私たち765プロにとって過去最大のライブになるのは間違いなかった。
アリーナライブが出来ると興奮して騒ぐ私たちを宥めるために律子さんが一喝した後、プロデューサーが改めて話を進める。
「それでだ。今回のライブは合宿を組みたいと思っているのと……更に新しい試みが二つあるんだ」
「試み……ですか?」
貴音さんがその言葉に首を傾げる。
「あぁ。まず一つ目に、今回はバックダンサーを取り入れたステージにしてみたいと思っている」
「ダンサー……!? 凄い! 広いステージでも、派手に見えますよね!」
「あぁ。スクールに通っているアイドル候補生に頼むことになると思うが、みんなはアイドルの先輩として支えてあげて――」
「ちょっといいかね?」
「社長?」
プロデューサーの言葉の途中だったが、それまで脇で聞いていた社長が咳払いを一つしてから一歩前に出てきた。
「バックダンサーの件についてなのだがね。とある事務所からの要望で、デビュー前の新人アイドルを参加させることになった」
「え?」
「社長、それ私たちも聞いてないんですけど……」
突然の社長の言葉に、私たちだけでなくプロデューサーや律子さんまで驚いていた。
「それってつまり、他の事務所のアイドルの子ってことですよね?」
「うむ。しかし安心したまえ。君たちが知らない事務所のアイドル、というわけでもない」
「私たちが知っている事務所の、新人アイドル……?」
まさか……。
「社長、もしかして……」
「あぁ。要望があったのは、123プロダクション。良太郎君と幸太郎君、二人から直々にお願いされたのだよ」
『えぇ!?』
先ほどアリーナライブ開催が告げられた時に勝るとも劣らない驚愕の声が事務所に響き渡った。
恵美ちゃんとまゆちゃんはアイドルの卵である。
卵である以上、いつかはアイドルとしてデビューさせるつもりであり、当然彼女たちもそのつもりでこの事務所に入ったはずである。
しかし、彼女たちがデビューするということは当然123プロダクションの新人アイドルという肩書きでデビューするわけであり、それは即ち『周藤良太郎の後輩』という肩書きを否応無しに背負わされるということだ。注目度や期待度は他の新人アイドルよりも大きくなるだろう。
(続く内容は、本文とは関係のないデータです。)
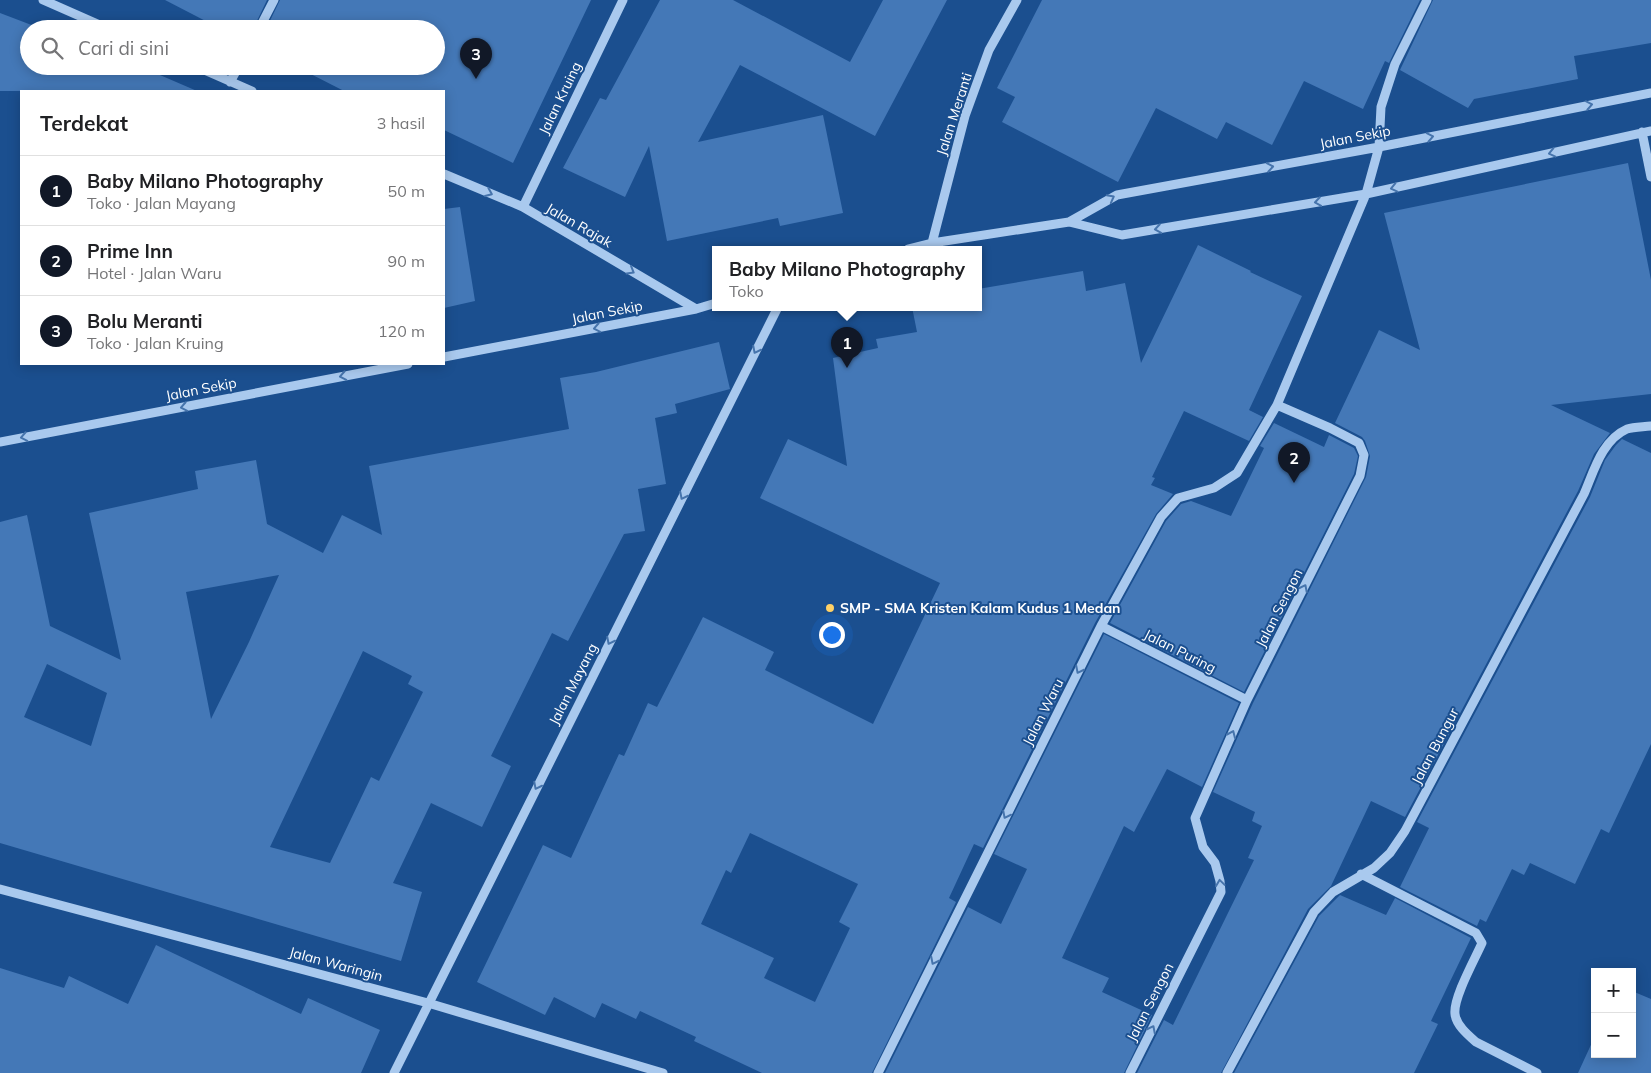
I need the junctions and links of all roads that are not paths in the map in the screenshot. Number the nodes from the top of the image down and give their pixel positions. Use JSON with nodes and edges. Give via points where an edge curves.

舞さんの娘である愛ちゃんも似たような状況であるが、既に引退して十年以上経つ彼女と現役でトップアイドルの俺とでは少々事情が違うのだ。
そんな状況でいきなりステージに立たせて大丈夫なのかと兄貴は考えたわけである。
簡単に言うと、デビュー前にステージの上を経験させたいと考えたわけである。
「んで、ちょうど765プロのみんなが今度のライブで新しい試みとしてバックダンサーを取り入れるって話を聞いてね」
「二人をバックダンサーとして参加させてもらうことになったんだよ」
高木社長に話を持ちかけてみたところ、二つ返事でオッケーしてくれた。他事務所だというのにここまで快く承諾してくれるとは、こう言ってはアレだが少しお人好しが過ぎるのではないかと思う。しかし「他ならぬ良太郎君と幸太郎君の頼みだからね」との高木社長の言葉に兄弟揃って少しだけ目頭が熱くなった。人が良すぎるでぇ……。
「あのー、経験を積むためにバックダンサーというのは分かったんですけど、良太郎さんやジュピターの皆さんのバックダンサーじゃ駄目だったんですか?」
ここまで説明したところで、恵美ちゃんが控えめに片手を挙げた。まぁ恵美ちゃんの疑問はご尤もである。
「ダメよ恵美ちゃん。良太郎さんの曲はあくまでも一人でのダンスを想定したものだから、バックダンサーを付けると逆に見栄えが悪くなっちゃうのよぉ」
しかし俺が説明する前にまゆちゃんが代わって説明してくれた。
まゆちゃんの説明の通り、元々俺のステージは『周藤良太郎の歌とダンス』で魅了するものだ。そこにステージの広さは関係無く、広いステージでも派手に見せるためのバックダンサーを立たせたとしてもあまり意味が無いのだ。
「あと男性アイドルの後ろに女性のバックダンサーっていうのもね」
というわけで同じようにジュピターも除外。
そこで同じ女性アイドルの事務所であり、旧知の中である765プロにお願いしたのだ。
初めは1054プロの麗華たちに頼むという案もあったのだが、彼女たちはバックダンサーを使うつもりが無いとのことだった。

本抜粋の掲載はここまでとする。